The move comes a day after the company rejected the demand for EGM, which is being sought to overhaul the board and also seek the removal of managing director Punit Goenka.
“This is to inform you that the Company has filed a suit before the Hon’ble High Court of Judicature at Bombay (Bombay High Court) under the ordinary original civil jurisdiction (Civil Suit), inter alia requesting the Bombay High Court to declare that the requisition notice sent to the Company by Invesco Developing Markets Fund and OFI Global China Fund LLC (shareholders of the Company) is illegal and invalid,” Zee said in an exchange filing on October 2.
Invesco and OFI Global China Fund LLC, which together hold a 17.88 percent stake in Zee Entertainment, demanded an EGM in a letter on September 11. Apart from the ouster of Goenka and two other directors, Invesco sought the appointment of six new directors—Surendra Singh Sirohi, Naina Krishna Murthy, Rohan Dhamija, Aruna Sharma, Srinivasa Rao Addepalli, and Gaurav Mehta.
Also read: Explained: Why has the Zee board rejected the Invesco EGM demand?
On September 29, a week after Zee announced the mega merger with Sony Pictures Networks India (SPNI), Invesco moved the National Company Law Tribunal (NCLT) seeking an order for an EGM to be convened.
The NCLT, which listed the matter for a hearing on October 4, asked the board of Zee to consider the requisition made by the investors.

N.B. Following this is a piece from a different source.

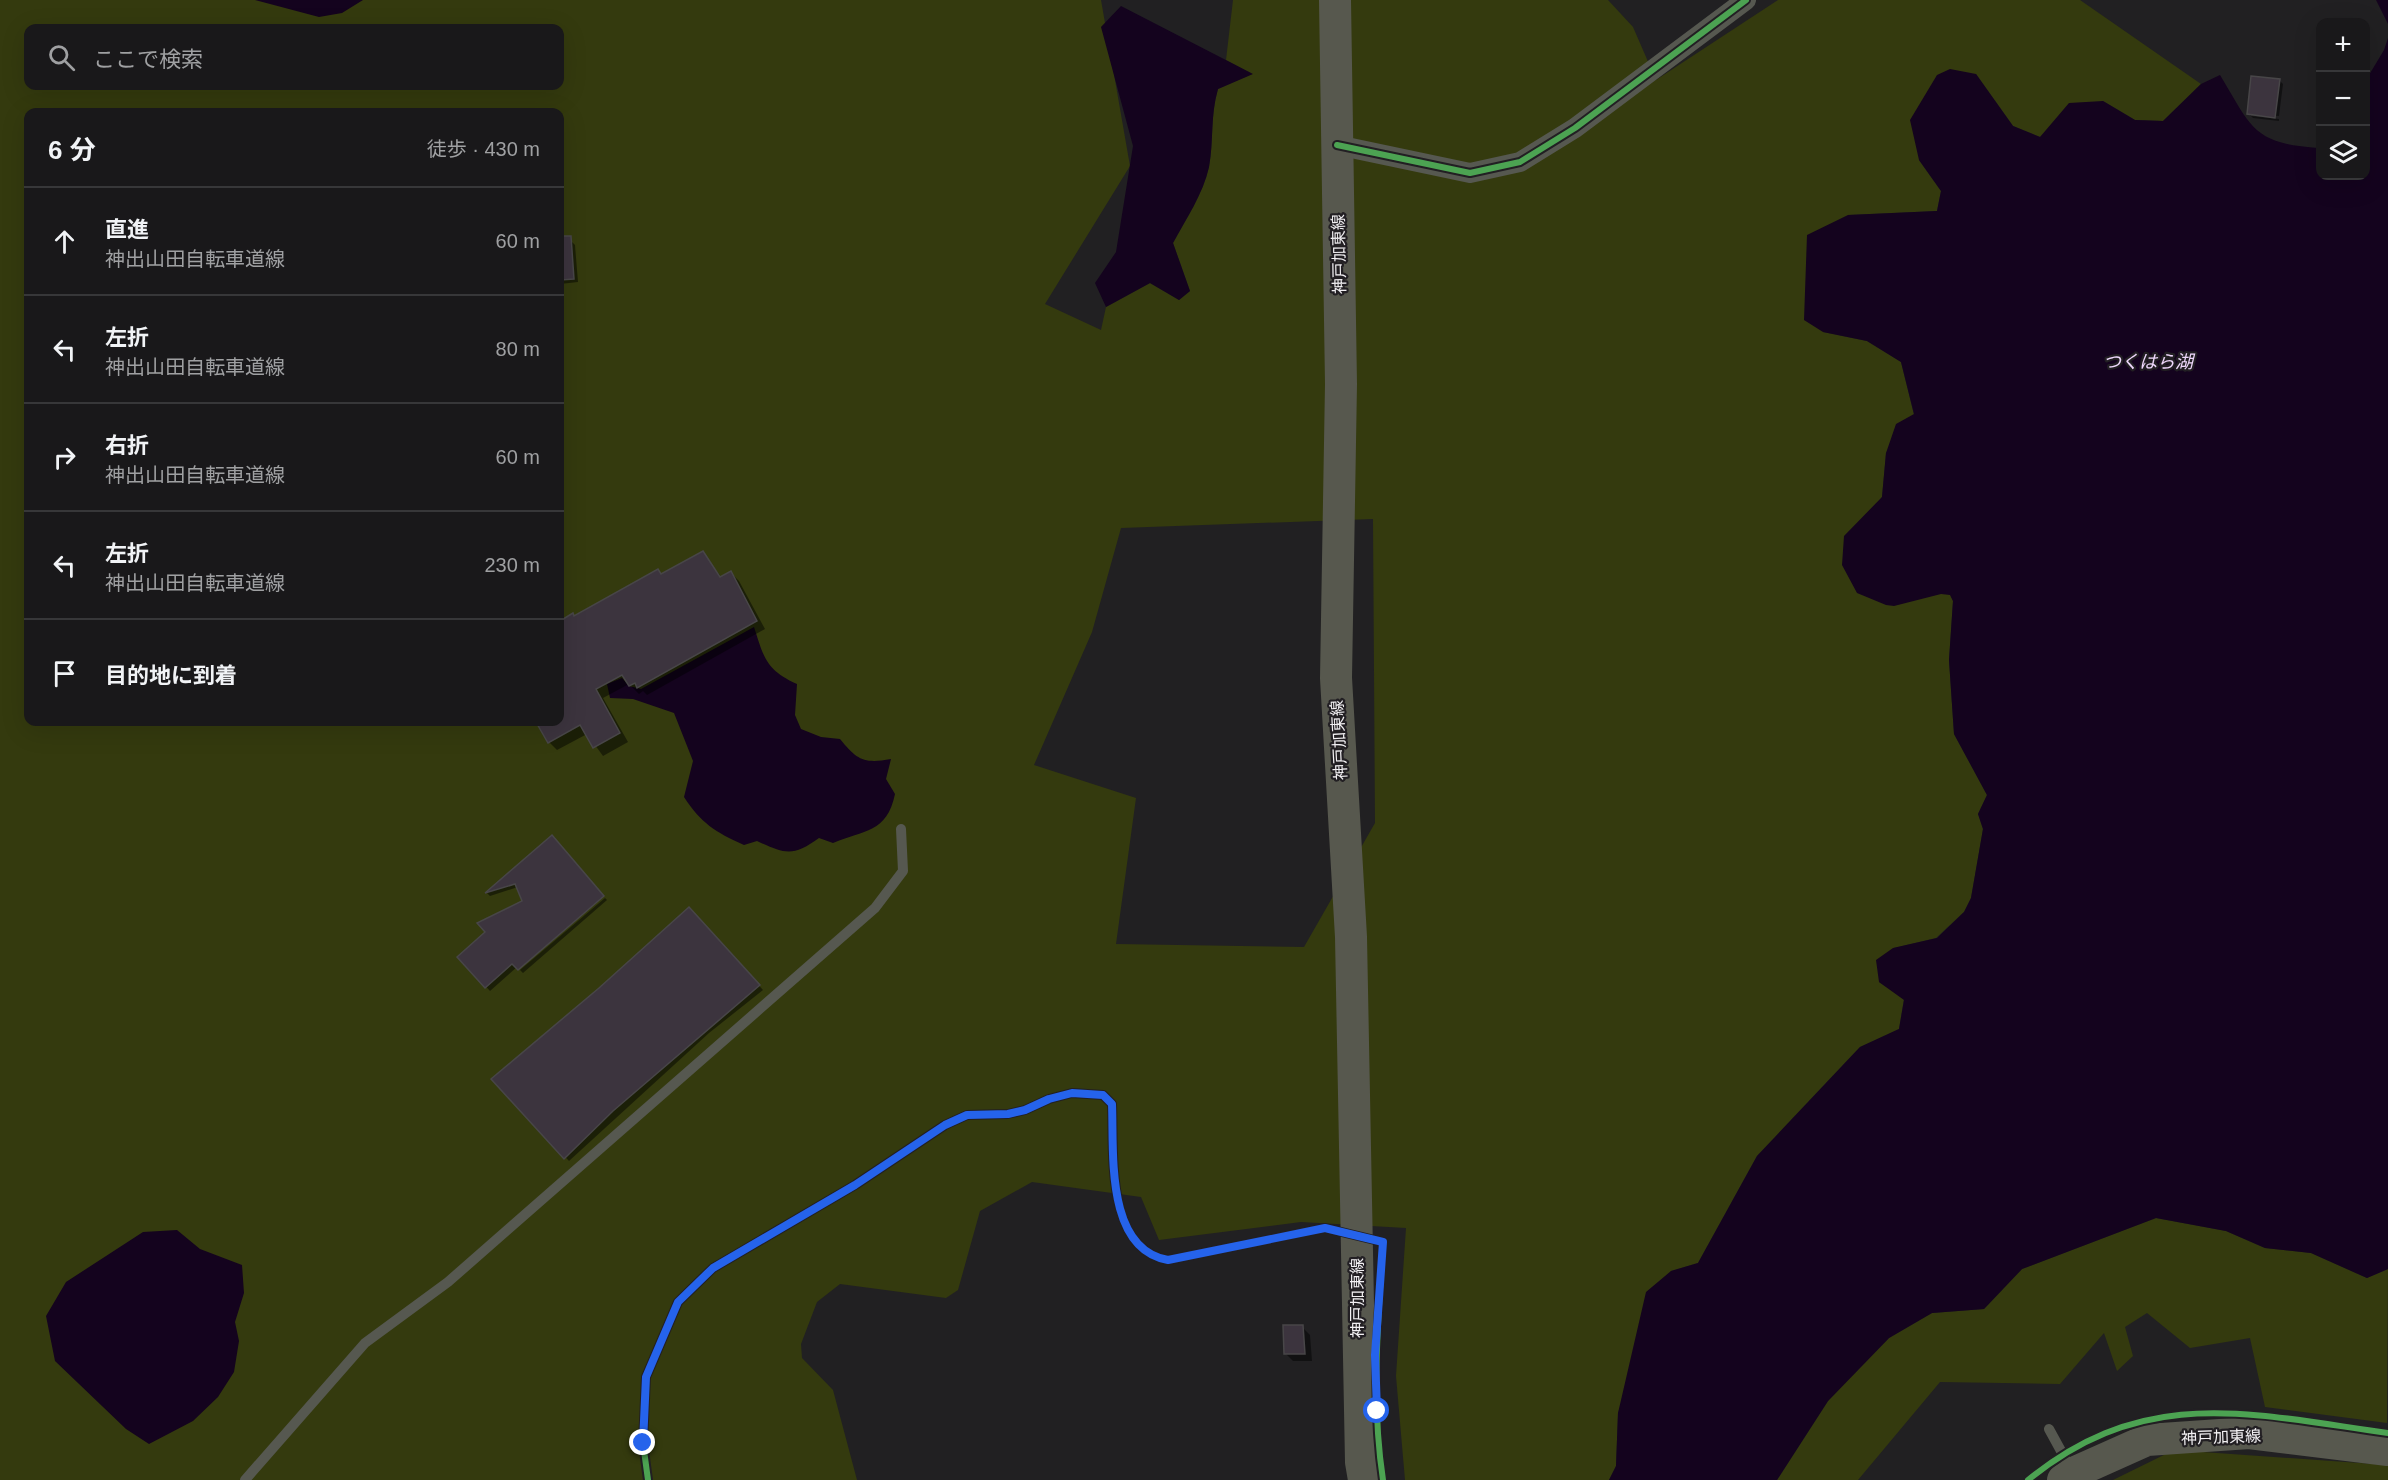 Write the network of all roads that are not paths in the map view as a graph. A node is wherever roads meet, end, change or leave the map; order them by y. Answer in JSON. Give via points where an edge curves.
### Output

“In the best interests of the company as a whole, including all its shareholders and stakeholders, we express our inability to convene the EGM,” Zee said on October 1.
The company claimed that it arrived at the conclusion after consulting legal experts, including former Supreme Court judges.
Also read: Invesco’s purpose unclear, say proxy advisory firms on US Fund moving NCLT against Zee
Zee said Invesco had called the EGM to push for the ouster of Ashok Kurien, Manish Chokhani and Goenka. However, Kurien and Chokhani had already resigned, thereby making the resolution moved by Invesco “infructuous”.
“The board deliberated, and unanimously concluded that the requisition notice is not valid, as it suffers from multiples legal infirmities,” the company said.